«Demandes irrecevables.» La cour d’appel de Rennes a débouté, ce mercredi 4 décembre, les requêtes des époux Marivain qui réclamaient une indemnisation au nom du «préjudice» subi par leur fille Emmy, morte d’un cancer le 12 mars 2022, après sept ans de lutte. Elle avait 11 ans et était atteinte d’une leucémie aiguë lymphoblastique B, maladie qui détraque le bon fonctionnement de la moelle osseuse et entraîne la présence de cellules anormales dans le sang. A la suite de son décès, le Fonds d’indemnisation des victimes de pesticides (FIVP) a reconnu le «lien de causalité» entre sa pathologie et «son exposition aux pesticides durant la période prénatale», c’est-à-dire durant la grossesse de sa mère, Laure Marivain, qui travaillait à l’époque dans le monde des fleurs. Une décision inédite pour une enfant décédée. En juillet 2023, ce Fonds a proposé une indemnisation de 25 000 euros à chacun des parents en «réparation de leur préjudice moral». Mais le couple, estimant cette indemnisation insuffisante au motif qu’elle ne prenait pas en compte les souffrances subies directement par Emmy durant sa maladie, s’était pourvu devant la chambre sociale de la cour d’appel de Rennes. Cour d’appel qui a donc finalement tranché en leur défaveur.
«Ajouter de la souffrance à la souffrance»
Créé en 2020, le FIVP a été mis en place pour «garantir la réparation forfaitaire des dommages subis par l’ensemble des personnes concernées dont la maladie est liée à une exposition professionnelle aux pesticides». Toutefois, dans leur arrêt consulté par Libération, les juges de la cour d’appel de Rennes expliquent avoir constaté «qu’aucune indemnisation n’est prévue pour la personne décédée» dans les textes constitutifs de ce Fonds, puisque l’indemnisation ne vise «qu’à compenser l’incidence des dommages corporels de l’enfant sur sa vie future». Un argumentaire qui reprend la position de l’avocate du FIVP, Géraldine Brasier Porterie, dans ce dossier. «La cour considère que ces textes n’indemnisent que les préjudices pour les enfants vivants, ce qui nous semble contraire à l’esprit des textes, contraire à l’idée d’une indemnisation pour les enfants victimes de l’exposition de leurs parents aux pesticides», blâme François Lafforgue, l’avocat de la famille.
Pour les parents d’Emmy, la décision est un coup de massue. «On est profondément accablés, c’est ajouter de la souffrance à la souffrance, a réagi Laure Marivain à l’occasion d’une conférence de presse organisée par l’association Phyto-victimes, soutien de la famille. C’est un fonds qui ne répare en rien. Il a un très joli nom, mais à quoi sert-il réellement ? On indemnise des enfants vivants. Mais par contre ceux qui sont décédés, autant dire qu’on n’en fait rien.» Le 10 octobre, lors de l’audience, cette ancienne fleuriste puis grossiste (jusqu’en 2011), avait témoigné de son désarroi et de sa détermination devant la cour d’appel de Rennes. «J’ai empoisonné ma fille […] Si l’on m’avait mise en garde, ma fille serait encore là, avait-elle exprimé, assurant vouloir «tout faire pour se battre jusqu’au bout» afin que la «culpabilité change de camp.»

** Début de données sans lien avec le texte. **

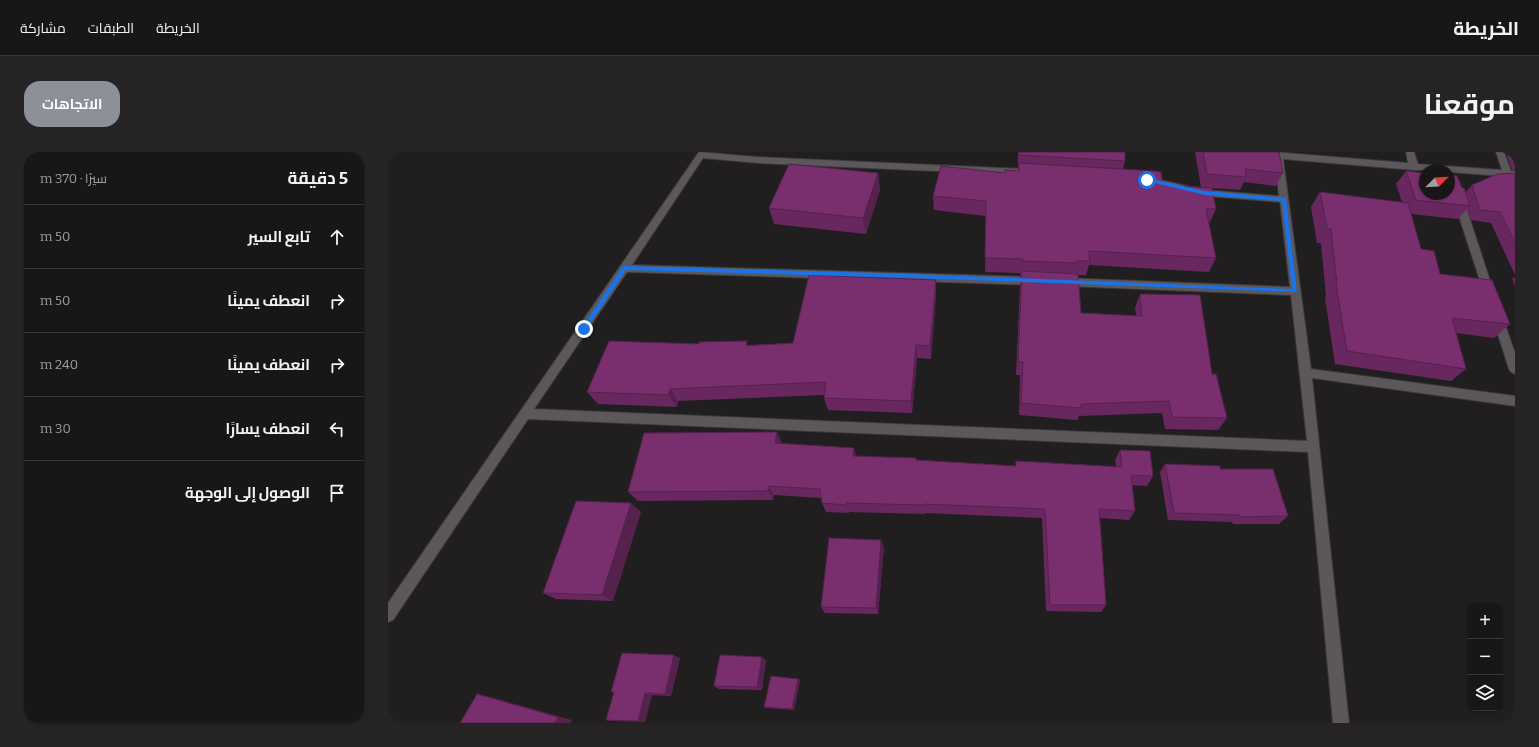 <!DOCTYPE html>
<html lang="ar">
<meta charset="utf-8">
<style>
body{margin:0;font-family:Bitter,Cairo,serif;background:#262325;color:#f1f3f6;direction:rtl}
.controls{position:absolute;right:12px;bottom:12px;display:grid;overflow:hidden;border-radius:8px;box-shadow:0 1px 3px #0004}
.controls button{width:36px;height:36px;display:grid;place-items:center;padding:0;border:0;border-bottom:1px solid #373537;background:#191618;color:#f1f3f6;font:20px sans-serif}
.compass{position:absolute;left:1031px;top:12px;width:36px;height:36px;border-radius:50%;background:#191618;box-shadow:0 1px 3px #0004;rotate:66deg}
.stop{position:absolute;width:12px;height:12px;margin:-9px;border:3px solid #1a73e8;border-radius:50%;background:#fff}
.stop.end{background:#1a73e8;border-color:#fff;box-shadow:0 1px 4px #0008}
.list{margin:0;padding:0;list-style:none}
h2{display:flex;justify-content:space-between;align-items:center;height:52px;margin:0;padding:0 16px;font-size:17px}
h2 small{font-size:13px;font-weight:400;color:#9f9fa2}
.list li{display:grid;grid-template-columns:26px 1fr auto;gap:12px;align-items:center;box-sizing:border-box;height:64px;padding:0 16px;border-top:1px solid #373537}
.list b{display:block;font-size:15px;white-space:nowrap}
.list em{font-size:13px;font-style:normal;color:#9f9fa2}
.icon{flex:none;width:22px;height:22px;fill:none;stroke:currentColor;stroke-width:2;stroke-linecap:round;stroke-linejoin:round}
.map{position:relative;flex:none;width:1127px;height:571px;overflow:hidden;direction:ltr;border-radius:16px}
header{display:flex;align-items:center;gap:24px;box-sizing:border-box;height:56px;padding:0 20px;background:#191618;border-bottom:1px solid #373537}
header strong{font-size:19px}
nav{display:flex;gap:22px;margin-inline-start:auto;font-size:14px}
.intro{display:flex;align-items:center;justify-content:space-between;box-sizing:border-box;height:96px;padding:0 24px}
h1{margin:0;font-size:28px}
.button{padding:10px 18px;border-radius:16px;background:#8c9099;color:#fff;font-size:14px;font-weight:700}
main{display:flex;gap:24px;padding:0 24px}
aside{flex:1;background:#191618;border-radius:16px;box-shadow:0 1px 3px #0004}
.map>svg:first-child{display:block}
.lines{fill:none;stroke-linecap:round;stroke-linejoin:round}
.minor-casing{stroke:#3b383a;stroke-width:2}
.minor{fill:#5b575a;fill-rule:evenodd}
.wall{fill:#68285f}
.shaded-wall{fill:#55214d}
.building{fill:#792f6e;stroke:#55214d}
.route{fill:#1a73e8}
</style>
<header>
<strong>الخريطة</strong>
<nav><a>الخريطة</a><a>الطبقات</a><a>مشاركة</a></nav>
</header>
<div class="intro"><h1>موقعنا</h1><a class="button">الاتجاهات</a></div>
<main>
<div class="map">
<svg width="1127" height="571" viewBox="0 0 1127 571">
<rect width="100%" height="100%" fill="#211e20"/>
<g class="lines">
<g class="minor-casing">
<g id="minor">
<polygon points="311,0 370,5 633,17 637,20 633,23 370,11 315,6 244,113 649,125 653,126 654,129 653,132 649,133 239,120 146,257 919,289 903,143 676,134 672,133 671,130 672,127 676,126 902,135 892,50 817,44 756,30 754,28 756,26 759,25 817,38 891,44 886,0 1020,11 1018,0 1026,0 1030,12 1114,18 1108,0 1116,0 1123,19 1127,19 1127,25 1061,20 1061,18 1026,18 895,7 923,217 1127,244 1127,254 924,226 961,571 945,571 920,300 140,267 5,468 0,470 0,451"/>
<polygon points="1070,43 1075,46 1106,141 1105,144 1097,144 1096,141 1065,46"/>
<polygon points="1109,160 1113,161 1114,164 1127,201 1127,222 1123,220 1121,217 1104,164 1105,161"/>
</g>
</g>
<use href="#minor" class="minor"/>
</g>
<g class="wall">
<polygon points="630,0 737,0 737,9 735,17 775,33 813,35 807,0 891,0 895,21 888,34 856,30 852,38 824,36 828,57 821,72 828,106 821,120 701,113 698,123 690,123 693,161 748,164 747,156 752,142 824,222 839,266 830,278 777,277 774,261 691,264 689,268 631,263 632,223 628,223 632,134 633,123 632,123 632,121 597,120 598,64 546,58 545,44 616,21 630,19"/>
<polygon points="1118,0 1127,0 1127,18 1124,18"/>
<polygon points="1018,19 1074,36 1077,41 1084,33 1127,21 1127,123 1103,71 1083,68 1079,57 1070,67 1023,62 1033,97 1052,122 1122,172 1106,186 1068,181 1078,217 1063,229 947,212 937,146 938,144 933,91 929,91 923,55 932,40 1014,50 1008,32"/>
<polygon points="490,21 492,38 478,82 386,72 381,56"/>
<polygon points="1127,125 1127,134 1124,127"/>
<polygon points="548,142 543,207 529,206 524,261 440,258 436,246 436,243 290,249 289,255 210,252 199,240 311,192 360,193 405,191"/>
<polygon points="394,291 394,292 469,305 627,314 628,309 728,315 727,308 732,298 765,324 759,334 744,333 747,359 741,368 712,366 718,453 713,460 658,459 654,366 537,361 537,362 461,360 461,361 438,360 434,351 433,346 386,343 385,348 250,349 240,340"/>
<polygon points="777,312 832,317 900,364 891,372 845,372 844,370 780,368 772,320"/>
<polygon points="253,360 225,449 168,447 155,441"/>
<polygon points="496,395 490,462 437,461 433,455"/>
<polygon points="292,506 283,544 264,543 257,570 226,569 218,568 226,541 223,540"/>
<polygon points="378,508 374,538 331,537 326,534"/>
<polygon points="410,527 412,528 406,558 379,556 376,555"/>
</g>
<g class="shaded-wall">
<polygon points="490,21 492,38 478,82 475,66"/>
<polygon points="548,128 548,142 543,207 542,194"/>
<polygon points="528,193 529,206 524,261 523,249"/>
<polygon points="282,237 290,249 289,255 280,243"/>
<polygon points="389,280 394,291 392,301 387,291"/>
<polygon points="466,296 469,306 465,304"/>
<polygon points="380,334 386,343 385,348 380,339"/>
<polygon points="243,351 253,360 225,449 214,443"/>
<polygon points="458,351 461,360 461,361 458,353"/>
<polygon points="493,388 496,395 490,462 488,456"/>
<polygon points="286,503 292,506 283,544 277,542"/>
<polygon points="374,505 378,508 374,538 369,535"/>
<polygon points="410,527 412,528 406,558 404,557"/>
<polygon points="257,541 264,543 257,570 250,569"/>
<polygon points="89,542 106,546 184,568 183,571 167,571"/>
</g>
<g class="building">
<polygon points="631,0 737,0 737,9 631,3"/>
<polygon points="815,0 891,0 895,21 857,17 859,25 819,22"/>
<polygon points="631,11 767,19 773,20 775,33 824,36 828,57 818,57 828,106 701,99 702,109 689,109 689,111 634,109 634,107 597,106 598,49 545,44 553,14 616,21 617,18 631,19"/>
<polygon points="401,12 490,21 475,66 381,56"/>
<polygon points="1018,19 1037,21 1037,42 1061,42 1061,23 1069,24 1074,36 1076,36 1082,54 1028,48"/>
<polygon points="1127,21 1127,91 1112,60 1092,58 1084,33 1109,22"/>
<polygon points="932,40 1020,51 1033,97 1046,99 1052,122 1104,128 1122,172 1064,166 1078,217 959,199 948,132 949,132 943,77 939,76"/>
<polygon points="634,119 690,122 693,161 754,164 752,142 812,143 824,222 828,222 839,266 784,265 781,249 693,252 693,256 633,251 635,210 630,210"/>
<polygon points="421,123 548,128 542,194 528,193 523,249 436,246 438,230 282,237 280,243 199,240 221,189 311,192 311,190 359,189 358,194 405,191"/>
<polygon points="389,280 387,291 466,296 465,304 528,306 528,308 628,314 628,309 734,315 732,298 762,299 765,324 743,323 747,359 711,357 718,453 662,453 657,357 536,352 536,353 458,351 458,353 434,351 432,337 380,334 380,339 240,340 256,281"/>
<polygon points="777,312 832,314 832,317 885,317 900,364 852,365 852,363 786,361"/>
<polygon points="188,349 243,351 214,443 155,441"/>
<polygon points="441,386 493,388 488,456 433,455"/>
<polygon points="234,501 286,503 277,542 257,541 250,569 218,568 226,540 223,540"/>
<polygon points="332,503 374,505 369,535 326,534"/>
<polygon points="383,524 410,527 404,557 376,555"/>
<polygon points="89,542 170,565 167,571 72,571"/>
</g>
<polygon class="route" points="759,26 817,39 898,46 909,140 524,126 238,118 198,178 196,179 193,177 235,114 237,114 524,122 904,137 894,49 817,43 758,29 758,27"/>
</svg>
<div class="controls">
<button>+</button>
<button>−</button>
<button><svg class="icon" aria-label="layers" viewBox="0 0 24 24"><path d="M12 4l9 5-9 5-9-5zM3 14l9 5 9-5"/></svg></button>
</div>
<svg class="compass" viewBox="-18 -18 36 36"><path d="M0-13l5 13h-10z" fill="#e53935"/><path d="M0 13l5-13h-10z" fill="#9f9fa2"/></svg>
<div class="stop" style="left:759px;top:28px"></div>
<div class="stop end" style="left:196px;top:177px"></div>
</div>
<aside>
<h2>5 دقيقة<small>سيرًا · 370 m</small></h2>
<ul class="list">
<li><svg class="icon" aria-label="ahead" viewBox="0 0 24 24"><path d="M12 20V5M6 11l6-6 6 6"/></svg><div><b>تابع السير</b></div><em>50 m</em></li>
<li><svg class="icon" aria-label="right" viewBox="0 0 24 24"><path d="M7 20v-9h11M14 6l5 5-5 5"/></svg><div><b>انعطف يمينًا</b></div><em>50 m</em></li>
<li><svg class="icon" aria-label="right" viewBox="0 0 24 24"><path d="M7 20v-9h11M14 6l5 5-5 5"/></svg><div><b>انعطف يمينًا</b></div><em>240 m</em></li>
<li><svg class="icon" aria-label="left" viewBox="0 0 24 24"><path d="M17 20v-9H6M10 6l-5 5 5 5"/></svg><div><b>انعطف يسارًا</b></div><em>30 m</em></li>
<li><svg class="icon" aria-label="arrive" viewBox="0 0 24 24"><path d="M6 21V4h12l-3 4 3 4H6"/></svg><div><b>الوصول إلى الوجهة</b></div></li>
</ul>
</aside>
</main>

«Aucune famille ne devrait vivre ce que la famille Marivain subit»
Outre une demande d’indemnisation au nom de leur fille, le couple Marivain souhaitait que la souffrance des autres «ayant droits», à savoir le frère, la sœur, et la grand-mère d’Emmy, soit également indemnisée par le Fonds d’indemnisation des victimes de pesticides. Sur ce point, les juges de la cour d’appel de Rennes invitent la famille à faire une demande officielle auprès du FIVP – ce qui va être fait incessamment, précise François Lafforgue. «Nous devons désormais examiner à tête reposée la décision de la Cour et déterminer si nous décidons de former un pourvoi en cassation concernant l’indemnisation d’Emmy», prévient par ailleurs l’avocat.
Du côté de Phyto-victimes, on se dit «choqués» de la décision judiciaire. «Aucune famille ne devrait vivre ce que la famille Marivain subit actuellement, a déclaré Antoine Lambert, le président de l’association. Nous déplorons que ce fonds n’en soit pas un et nous souhaitons, en tant que membre du conseil de gestion du FIVP, que le barème de ces indemnisations soit revu au plus vite».